Dataset entries
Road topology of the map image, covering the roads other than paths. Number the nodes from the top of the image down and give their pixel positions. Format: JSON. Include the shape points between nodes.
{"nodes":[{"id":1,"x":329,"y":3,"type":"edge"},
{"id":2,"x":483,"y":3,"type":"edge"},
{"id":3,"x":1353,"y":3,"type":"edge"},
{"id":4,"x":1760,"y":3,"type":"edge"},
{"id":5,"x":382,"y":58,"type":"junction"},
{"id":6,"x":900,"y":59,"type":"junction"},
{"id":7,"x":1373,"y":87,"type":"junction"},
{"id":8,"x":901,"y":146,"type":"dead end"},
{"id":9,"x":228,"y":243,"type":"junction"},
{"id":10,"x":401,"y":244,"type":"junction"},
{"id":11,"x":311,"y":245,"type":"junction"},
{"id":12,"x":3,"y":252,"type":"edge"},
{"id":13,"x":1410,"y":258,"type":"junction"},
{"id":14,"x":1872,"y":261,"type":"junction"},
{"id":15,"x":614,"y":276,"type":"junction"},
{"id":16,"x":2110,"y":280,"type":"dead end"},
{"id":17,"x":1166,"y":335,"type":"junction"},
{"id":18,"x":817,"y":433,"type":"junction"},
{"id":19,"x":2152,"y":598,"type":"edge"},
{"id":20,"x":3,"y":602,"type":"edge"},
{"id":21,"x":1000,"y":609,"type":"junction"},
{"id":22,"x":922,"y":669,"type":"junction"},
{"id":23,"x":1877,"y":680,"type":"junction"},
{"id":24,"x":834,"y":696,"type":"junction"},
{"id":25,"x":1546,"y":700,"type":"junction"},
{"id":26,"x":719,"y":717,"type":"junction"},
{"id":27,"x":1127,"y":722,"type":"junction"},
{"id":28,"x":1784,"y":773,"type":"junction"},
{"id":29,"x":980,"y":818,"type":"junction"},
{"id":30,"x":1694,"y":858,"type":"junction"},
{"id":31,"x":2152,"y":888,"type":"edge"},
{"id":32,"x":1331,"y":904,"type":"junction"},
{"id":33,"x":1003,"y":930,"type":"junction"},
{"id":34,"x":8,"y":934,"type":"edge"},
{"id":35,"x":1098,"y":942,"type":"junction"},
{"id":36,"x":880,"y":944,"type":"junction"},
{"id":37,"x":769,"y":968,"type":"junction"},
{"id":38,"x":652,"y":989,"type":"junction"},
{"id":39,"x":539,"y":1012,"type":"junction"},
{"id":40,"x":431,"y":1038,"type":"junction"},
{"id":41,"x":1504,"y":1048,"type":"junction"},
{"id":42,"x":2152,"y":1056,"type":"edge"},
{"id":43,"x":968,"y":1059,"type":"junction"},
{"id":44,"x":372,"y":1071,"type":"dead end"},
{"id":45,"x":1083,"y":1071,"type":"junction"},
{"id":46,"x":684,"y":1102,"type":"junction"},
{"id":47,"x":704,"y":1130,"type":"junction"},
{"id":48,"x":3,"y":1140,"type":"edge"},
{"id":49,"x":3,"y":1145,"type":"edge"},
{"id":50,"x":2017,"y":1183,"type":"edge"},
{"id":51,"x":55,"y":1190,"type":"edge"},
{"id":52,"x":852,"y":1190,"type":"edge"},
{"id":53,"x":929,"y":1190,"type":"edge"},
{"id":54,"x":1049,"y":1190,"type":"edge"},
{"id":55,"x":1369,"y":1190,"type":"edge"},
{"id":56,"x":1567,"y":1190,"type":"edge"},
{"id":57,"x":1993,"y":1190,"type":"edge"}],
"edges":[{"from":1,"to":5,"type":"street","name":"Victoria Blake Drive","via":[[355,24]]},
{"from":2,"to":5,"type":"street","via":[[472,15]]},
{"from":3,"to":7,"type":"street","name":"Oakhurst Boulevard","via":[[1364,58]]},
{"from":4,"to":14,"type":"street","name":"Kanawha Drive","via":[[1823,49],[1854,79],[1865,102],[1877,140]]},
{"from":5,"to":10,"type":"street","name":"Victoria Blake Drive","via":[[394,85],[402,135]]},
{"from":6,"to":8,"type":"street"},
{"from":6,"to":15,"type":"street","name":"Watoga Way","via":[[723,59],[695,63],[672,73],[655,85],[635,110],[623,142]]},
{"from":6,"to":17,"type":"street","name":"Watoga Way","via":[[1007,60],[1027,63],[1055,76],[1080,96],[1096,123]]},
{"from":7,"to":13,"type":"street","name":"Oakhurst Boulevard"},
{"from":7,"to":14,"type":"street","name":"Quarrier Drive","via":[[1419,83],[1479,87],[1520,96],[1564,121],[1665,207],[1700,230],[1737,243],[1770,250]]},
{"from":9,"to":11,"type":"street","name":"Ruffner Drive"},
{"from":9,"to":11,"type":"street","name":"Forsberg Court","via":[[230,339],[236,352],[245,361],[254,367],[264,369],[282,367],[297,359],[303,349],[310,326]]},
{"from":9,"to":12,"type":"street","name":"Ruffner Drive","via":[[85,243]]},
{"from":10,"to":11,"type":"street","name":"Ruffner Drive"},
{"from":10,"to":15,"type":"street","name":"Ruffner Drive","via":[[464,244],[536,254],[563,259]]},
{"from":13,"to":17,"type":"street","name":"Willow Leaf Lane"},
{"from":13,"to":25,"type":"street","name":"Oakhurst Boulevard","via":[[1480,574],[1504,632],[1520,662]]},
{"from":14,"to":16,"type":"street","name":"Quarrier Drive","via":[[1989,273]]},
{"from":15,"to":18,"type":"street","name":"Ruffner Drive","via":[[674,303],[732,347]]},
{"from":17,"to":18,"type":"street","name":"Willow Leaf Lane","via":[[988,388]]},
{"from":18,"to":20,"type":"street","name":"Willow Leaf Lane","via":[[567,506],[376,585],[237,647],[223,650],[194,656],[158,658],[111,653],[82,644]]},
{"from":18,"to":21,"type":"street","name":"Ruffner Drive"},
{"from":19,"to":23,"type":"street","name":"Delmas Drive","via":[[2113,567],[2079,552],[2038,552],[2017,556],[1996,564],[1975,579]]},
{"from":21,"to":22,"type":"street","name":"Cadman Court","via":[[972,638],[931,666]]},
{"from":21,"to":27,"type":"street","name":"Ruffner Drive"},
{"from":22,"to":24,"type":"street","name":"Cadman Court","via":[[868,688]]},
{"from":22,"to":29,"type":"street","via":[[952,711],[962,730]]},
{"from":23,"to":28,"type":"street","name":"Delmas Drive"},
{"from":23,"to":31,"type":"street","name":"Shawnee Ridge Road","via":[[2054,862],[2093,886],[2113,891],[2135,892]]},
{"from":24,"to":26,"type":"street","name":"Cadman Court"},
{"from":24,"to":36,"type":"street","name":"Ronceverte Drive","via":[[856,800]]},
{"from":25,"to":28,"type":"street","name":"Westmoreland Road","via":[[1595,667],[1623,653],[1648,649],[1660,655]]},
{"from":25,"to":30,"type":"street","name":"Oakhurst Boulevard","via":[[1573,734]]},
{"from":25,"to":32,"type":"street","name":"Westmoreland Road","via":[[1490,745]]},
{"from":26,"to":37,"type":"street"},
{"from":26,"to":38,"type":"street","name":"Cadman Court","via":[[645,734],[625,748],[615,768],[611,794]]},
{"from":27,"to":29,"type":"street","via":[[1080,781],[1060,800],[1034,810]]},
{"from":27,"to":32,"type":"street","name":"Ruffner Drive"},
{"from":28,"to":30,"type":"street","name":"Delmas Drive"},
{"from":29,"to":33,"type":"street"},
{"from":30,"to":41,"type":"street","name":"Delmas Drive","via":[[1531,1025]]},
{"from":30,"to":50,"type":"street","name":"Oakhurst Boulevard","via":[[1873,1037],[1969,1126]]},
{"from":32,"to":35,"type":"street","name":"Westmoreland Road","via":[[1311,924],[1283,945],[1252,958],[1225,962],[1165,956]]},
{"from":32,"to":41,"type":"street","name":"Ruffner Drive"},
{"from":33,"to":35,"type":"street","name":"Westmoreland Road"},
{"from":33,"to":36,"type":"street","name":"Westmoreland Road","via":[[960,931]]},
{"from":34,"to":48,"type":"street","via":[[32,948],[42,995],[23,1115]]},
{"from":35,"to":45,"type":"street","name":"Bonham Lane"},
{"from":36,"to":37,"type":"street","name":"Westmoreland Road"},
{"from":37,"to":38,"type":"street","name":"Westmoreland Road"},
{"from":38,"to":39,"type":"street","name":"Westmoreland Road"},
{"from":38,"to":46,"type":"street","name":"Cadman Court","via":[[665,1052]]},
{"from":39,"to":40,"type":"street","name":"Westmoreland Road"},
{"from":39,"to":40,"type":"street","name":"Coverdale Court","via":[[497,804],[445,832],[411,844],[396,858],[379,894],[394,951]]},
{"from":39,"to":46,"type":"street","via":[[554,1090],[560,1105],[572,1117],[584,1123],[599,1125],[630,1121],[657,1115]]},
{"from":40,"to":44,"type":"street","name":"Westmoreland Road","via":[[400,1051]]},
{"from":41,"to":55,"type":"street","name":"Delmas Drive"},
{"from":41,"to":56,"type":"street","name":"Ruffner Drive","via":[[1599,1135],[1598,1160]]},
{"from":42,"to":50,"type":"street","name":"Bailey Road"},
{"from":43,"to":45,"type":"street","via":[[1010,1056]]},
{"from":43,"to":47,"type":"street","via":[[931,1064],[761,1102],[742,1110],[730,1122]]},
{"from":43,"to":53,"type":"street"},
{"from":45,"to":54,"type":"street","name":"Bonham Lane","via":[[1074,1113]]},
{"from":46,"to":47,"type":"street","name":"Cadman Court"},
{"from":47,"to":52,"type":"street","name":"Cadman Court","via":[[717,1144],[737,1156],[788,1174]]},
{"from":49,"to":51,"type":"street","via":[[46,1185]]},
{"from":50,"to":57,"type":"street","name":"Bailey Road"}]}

* _WHAT IS NEEDED_
Scan the lines above for "Bonham", then copy every one that has it.

* _RESPONSE_
{"from":35,"to":45,"type":"street","name":"Bonham Lane"},
{"from":45,"to":54,"type":"street","name":"Bonham Lane","via":[[1074,1113]]},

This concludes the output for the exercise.